Brief: From the entries below, pull out each line where "lane" appears.

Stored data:
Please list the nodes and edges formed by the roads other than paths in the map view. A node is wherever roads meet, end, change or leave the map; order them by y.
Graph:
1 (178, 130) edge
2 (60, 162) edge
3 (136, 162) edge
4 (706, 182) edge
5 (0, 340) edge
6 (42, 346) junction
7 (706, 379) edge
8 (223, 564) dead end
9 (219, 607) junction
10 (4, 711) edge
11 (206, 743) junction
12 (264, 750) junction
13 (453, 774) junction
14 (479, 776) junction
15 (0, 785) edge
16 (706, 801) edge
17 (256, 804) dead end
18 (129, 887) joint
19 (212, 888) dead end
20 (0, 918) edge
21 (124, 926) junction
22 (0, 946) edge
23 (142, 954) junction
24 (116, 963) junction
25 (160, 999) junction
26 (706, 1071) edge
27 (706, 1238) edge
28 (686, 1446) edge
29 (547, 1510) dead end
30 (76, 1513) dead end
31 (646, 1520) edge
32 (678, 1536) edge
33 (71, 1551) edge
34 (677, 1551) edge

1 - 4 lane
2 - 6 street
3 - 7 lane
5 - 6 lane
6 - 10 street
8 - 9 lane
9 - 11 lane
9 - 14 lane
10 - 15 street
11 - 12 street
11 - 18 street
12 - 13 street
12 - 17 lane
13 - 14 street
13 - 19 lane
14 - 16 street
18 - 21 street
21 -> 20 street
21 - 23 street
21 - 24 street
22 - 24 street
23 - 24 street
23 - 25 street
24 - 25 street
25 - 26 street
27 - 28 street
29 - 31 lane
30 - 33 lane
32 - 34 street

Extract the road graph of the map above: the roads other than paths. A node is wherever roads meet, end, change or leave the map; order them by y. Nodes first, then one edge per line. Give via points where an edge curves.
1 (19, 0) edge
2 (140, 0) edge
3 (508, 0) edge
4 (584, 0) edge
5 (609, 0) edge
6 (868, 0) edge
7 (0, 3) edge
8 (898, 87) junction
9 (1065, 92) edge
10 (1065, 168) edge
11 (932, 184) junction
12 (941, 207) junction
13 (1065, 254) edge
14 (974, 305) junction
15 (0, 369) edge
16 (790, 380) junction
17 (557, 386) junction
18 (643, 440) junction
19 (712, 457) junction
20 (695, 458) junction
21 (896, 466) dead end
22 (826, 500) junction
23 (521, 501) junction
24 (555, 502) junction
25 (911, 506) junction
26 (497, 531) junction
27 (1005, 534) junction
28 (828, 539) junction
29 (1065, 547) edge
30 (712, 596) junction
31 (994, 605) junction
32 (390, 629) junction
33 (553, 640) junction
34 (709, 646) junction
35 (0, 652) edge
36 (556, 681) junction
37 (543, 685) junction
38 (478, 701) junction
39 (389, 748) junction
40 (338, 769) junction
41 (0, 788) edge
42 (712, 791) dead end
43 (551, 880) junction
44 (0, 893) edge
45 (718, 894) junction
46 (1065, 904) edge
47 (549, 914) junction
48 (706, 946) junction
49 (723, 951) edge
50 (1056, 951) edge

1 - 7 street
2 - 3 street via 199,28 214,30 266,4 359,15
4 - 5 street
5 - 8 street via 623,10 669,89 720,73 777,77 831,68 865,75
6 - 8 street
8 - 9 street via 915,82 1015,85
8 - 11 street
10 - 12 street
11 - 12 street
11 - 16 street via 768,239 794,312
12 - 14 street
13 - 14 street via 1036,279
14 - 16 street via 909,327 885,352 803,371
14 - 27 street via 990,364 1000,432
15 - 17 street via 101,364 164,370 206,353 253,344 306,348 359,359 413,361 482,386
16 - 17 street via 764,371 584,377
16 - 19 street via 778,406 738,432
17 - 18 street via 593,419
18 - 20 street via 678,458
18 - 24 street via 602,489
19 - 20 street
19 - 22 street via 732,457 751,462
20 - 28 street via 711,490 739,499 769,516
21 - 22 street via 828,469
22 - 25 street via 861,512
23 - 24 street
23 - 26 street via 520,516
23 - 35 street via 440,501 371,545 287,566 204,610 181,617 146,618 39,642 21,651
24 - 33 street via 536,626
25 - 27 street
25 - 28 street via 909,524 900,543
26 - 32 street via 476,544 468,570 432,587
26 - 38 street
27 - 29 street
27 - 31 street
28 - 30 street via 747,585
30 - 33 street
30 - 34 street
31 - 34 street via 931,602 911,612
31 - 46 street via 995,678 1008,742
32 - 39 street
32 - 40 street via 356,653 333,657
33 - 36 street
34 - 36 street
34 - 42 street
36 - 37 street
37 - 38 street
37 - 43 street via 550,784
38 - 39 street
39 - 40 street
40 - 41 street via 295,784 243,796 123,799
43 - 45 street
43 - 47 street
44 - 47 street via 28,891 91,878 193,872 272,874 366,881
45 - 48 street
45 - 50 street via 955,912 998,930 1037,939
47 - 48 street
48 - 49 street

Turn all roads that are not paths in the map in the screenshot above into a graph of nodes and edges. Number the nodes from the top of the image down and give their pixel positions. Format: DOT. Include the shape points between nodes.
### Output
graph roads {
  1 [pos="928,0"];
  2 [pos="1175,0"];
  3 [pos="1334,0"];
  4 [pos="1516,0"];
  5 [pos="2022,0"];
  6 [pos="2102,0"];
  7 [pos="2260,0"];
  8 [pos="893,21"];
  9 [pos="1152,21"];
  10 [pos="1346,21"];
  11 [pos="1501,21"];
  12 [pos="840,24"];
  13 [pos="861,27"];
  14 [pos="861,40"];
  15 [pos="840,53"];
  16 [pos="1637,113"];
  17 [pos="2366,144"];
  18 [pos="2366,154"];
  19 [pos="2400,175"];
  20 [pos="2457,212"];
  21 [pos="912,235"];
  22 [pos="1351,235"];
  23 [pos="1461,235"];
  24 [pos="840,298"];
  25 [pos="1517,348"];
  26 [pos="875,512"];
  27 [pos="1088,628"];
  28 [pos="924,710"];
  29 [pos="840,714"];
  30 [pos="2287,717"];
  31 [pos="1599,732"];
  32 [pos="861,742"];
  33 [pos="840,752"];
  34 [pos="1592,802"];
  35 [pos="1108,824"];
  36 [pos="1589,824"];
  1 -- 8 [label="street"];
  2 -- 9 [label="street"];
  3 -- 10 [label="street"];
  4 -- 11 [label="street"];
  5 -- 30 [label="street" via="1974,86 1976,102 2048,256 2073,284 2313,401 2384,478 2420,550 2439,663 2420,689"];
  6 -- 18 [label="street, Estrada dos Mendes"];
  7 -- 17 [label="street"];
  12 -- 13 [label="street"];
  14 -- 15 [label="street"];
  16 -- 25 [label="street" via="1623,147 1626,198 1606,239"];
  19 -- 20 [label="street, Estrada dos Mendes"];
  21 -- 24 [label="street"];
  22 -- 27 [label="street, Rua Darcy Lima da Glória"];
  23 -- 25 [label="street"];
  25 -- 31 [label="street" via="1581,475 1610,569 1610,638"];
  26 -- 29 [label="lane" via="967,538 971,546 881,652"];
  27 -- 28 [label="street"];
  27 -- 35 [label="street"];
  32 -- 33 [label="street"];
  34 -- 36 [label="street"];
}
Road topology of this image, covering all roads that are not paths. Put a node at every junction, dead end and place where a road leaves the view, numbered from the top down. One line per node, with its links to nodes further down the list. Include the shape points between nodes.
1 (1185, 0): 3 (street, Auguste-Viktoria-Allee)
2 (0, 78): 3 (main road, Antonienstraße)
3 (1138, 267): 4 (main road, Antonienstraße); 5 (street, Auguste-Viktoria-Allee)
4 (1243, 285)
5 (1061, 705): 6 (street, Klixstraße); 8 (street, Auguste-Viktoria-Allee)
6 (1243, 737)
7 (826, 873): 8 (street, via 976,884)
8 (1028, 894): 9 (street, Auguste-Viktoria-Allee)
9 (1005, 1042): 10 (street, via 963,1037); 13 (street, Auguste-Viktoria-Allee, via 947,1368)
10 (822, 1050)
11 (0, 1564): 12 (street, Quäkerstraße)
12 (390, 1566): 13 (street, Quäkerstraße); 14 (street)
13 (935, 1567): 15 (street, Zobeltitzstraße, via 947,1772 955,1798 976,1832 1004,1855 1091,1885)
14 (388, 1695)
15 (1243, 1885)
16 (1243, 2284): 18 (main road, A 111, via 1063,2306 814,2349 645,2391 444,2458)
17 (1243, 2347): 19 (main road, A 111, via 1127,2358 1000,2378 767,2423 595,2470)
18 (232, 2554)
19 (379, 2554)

Answer section:
1 - 4 lane
3 - 7 lane
5 - 6 lane
8 - 9 lane
9 - 11 lane
9 - 14 lane
12 - 17 lane
13 - 19 lane
29 - 31 lane
30 - 33 lane
  26 -- 29 [label="lane" via="967,538 971,546 881,652"];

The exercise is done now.